Major aerospace production programs, whether government-sponsored or commercial, could involve several top-tier principal subcontractors, including some from foreign nations. Work-sharing offers many advantages: it broadens the pool of skills and facilities and helps compress production time. Competition among subcontractors provides the best in performance, quality, at the lowest cost. When the partner is a foreign company, it offers market access for the end product that might not otherwise be available.

Fast-paced exchange of information between the supply base and the prime contractor, high-speed delivery, and rigorous processes to squeeze out unnecessary costs and wasteful processes characterize today's manufacturing process. Known as lean manufacturing, moving assembly lines, and accompanying lean techniques have aided this effort tremendously over the past several years. For more information on aerospace engineering, please visit www.arnoldeng.com to learn more.

Aerospace, a term that is commonly misunderstood, is a combination of aeronautics (the science of flight within the planet's atmosphere) and space flight (the movement of a vehicle beyond the atmosphere). In other words, aerospace, which primarily deal with aerostructures as well as space flight, embodies the full spectrum of flight.

The aerospace industry as a whole manufactures the aerospace structures , components, and equipment for things that fly. No single company builds a complete flight vehicle. A production program is organized as a team of specialized manufacturers that each contribute individual parts, components, systems and subsystems.
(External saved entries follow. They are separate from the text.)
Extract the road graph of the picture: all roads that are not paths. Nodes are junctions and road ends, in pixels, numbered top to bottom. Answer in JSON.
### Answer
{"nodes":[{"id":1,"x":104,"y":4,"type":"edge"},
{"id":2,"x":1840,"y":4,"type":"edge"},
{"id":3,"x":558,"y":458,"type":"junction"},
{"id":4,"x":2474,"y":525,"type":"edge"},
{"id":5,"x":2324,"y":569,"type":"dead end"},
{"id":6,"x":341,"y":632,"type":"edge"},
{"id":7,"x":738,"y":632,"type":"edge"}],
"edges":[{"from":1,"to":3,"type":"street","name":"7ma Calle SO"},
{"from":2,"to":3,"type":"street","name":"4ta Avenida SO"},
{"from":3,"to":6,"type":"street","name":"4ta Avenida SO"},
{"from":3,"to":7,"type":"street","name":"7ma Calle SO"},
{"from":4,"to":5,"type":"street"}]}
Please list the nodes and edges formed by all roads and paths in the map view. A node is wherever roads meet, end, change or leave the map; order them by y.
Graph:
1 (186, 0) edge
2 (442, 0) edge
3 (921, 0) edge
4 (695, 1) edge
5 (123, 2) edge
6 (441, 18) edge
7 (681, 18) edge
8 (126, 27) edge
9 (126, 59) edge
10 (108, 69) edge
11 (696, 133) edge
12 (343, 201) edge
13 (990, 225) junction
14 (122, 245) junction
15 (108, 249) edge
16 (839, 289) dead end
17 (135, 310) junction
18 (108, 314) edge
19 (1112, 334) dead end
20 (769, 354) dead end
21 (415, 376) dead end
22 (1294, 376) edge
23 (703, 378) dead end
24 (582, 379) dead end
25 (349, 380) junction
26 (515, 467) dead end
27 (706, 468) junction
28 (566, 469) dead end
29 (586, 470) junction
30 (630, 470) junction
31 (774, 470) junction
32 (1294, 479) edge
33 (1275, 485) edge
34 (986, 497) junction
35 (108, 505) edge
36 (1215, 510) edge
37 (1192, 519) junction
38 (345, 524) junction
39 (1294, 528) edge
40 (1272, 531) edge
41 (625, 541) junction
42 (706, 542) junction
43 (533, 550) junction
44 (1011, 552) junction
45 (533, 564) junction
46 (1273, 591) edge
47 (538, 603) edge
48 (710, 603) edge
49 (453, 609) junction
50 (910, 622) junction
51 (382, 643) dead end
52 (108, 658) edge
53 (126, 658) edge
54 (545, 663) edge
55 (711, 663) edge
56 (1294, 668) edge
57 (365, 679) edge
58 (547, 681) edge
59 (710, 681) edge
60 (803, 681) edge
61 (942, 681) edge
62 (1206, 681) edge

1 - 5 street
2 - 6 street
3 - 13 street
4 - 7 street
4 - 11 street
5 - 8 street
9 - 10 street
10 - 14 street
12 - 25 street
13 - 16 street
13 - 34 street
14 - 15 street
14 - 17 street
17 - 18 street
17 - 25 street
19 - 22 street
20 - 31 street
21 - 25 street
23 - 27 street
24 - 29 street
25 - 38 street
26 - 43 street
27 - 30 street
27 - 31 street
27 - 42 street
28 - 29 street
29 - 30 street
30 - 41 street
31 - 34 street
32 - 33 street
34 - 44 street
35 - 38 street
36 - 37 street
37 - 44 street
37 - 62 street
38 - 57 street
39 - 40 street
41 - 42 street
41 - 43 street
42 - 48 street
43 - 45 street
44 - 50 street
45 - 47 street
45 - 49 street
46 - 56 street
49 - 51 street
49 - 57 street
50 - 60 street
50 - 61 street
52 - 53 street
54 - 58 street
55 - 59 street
These eventually come together at the team leader's plant. Known as the prime contractor or systems integrator, the team leader manages all aspects and procedures of assembling hundreds of assemblies and products into an end product - aircraft, missiles, or spacecraft.

Aerospace and CNC manufacturing demand a very broad range of skills and facilities. No single company builds an entire flight system. Companies of aerospace manufacturing generally specialize in a major area like airframes and structures, spacecraft, propulsion units, airborne systems, and ground support systems.

Within each of these broad areas are scores of sub-specialties. Production of a major flight vehicle -a commercial jetliner, for example - could involve several thousand subcontractors and suppliers organized in "tiers" with increased pressure on first tier suppliers to bring design, investment, and certification qualifications to the table.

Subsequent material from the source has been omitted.